To anyone who has made even one attempt at a documentary, the importance of editing immediately becomes apparent. It is arguably the most sophisticated and complex aspect of the whole art. To have it reduced to a few notes about, for example, "the 180-degree rule", "continuity" and "cutaways", none of which has much credibility as serious aspects of documentary, is of no value to any serious student who uses this book, whether his or her interest is theoretical, critical or practical.
The question that this raises is, who is this encyclopaedia for? "Scholars, students and the interested general reader", according to the publisher's blurb. Not the film-maker then. I have to admit that even the most avid film-maker is unlikely to invest in these three massive volumes. However, if anyone, film-maker or not, were to refer to this work regarding a current British documentary-maker, who would they most likely look up? The list would almost certainly start with Nick Broomfield. But they would be disappointed. He does not appear. But he must at least be referred to - check the index. There are two entries, but neither page reference checks out. Incidentally, there are similar errors for other entries in the index.
Let us take a subgenre to further check the claim that this book is comprehensive. Documentaries about art and artists have a long and distinguished history. At the BBC the genre was well established by the 1960s. One of the best practitioners was Michael Gill. He was not only the mastermind behind Kenneth Clark's legendary Civilisation but made many ground-breaking and award-winning films on individual artists. He does not appear in this book. Occasionally films about artists are mentioned, but usually because a film-maker has subsequently acquired fame in fiction.
For instance, Chantal Akerman's artist films are included in a very sympathetic piece that describes her documentaries and their relation to her fiction work, and there is a whole host of feature directors who merit inclusion because they once made documentaries. Subsequent status seems crucial here rather than the quality of their non-fiction work.
Incidentally, it is praiseworthy that Aitken has recruited contributors from, in many cases, the country or geographical region of the subject of each particular entry, but this has led to some quaint English that better sub-editing would have corrected.

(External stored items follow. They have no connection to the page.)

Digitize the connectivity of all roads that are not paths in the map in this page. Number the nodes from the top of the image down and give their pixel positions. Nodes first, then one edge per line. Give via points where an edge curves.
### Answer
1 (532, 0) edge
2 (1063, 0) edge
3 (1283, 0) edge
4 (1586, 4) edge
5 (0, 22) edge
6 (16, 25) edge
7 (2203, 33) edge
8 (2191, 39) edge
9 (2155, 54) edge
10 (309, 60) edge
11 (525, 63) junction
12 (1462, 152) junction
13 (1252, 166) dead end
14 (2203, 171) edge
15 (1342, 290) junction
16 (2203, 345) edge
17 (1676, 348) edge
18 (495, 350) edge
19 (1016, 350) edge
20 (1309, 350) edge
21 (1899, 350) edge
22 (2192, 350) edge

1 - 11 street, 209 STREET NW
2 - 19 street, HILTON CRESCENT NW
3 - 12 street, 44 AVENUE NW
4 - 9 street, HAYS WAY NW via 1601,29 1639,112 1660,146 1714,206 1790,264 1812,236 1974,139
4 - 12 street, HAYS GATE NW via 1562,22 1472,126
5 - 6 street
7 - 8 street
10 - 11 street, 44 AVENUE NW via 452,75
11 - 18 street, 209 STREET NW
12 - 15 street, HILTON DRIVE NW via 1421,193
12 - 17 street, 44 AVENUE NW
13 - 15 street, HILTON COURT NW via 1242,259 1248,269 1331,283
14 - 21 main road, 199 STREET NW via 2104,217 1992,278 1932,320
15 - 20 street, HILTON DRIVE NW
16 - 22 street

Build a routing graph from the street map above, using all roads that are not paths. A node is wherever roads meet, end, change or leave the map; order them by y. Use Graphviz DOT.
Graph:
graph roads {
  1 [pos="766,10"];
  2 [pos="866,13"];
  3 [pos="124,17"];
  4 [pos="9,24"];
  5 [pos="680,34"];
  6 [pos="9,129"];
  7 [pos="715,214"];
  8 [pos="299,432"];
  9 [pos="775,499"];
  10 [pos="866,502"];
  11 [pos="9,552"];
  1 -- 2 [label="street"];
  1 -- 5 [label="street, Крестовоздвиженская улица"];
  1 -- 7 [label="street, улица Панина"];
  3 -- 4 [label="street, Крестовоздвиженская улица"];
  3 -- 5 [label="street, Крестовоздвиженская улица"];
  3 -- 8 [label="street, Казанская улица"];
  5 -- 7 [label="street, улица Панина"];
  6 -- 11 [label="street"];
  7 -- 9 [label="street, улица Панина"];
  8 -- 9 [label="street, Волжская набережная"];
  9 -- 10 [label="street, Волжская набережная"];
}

Auteurism is rampant and clouds the reality of the process of making documentaries and its reliance on the contribution of collaborators. Not only is editing crucial, but individual editors have been too. Yet there is no mention of Helen van Dongen, whose diary offers evidence of how she gave coherence to Robert Flaherty's Louisiana Story . Stewart MacAllister is mentioned only in passing, despite his crucial contribution to Humphrey Jennings's Listen to Britain , which is why he has a co-direction credit. If an editor such as Dai Vaughan, himself a revered contributor to many documentary film-makers' success, had written the piece on editing, this book would have gained some of the substance it lacks. Yet the cardinal sin of this publication is the way it pays scant regard to the camera and camerawork. Yes, there have been and will continue to be film-makers who shoot their own films, but how can you pass over the shared vision between directors and their camera people?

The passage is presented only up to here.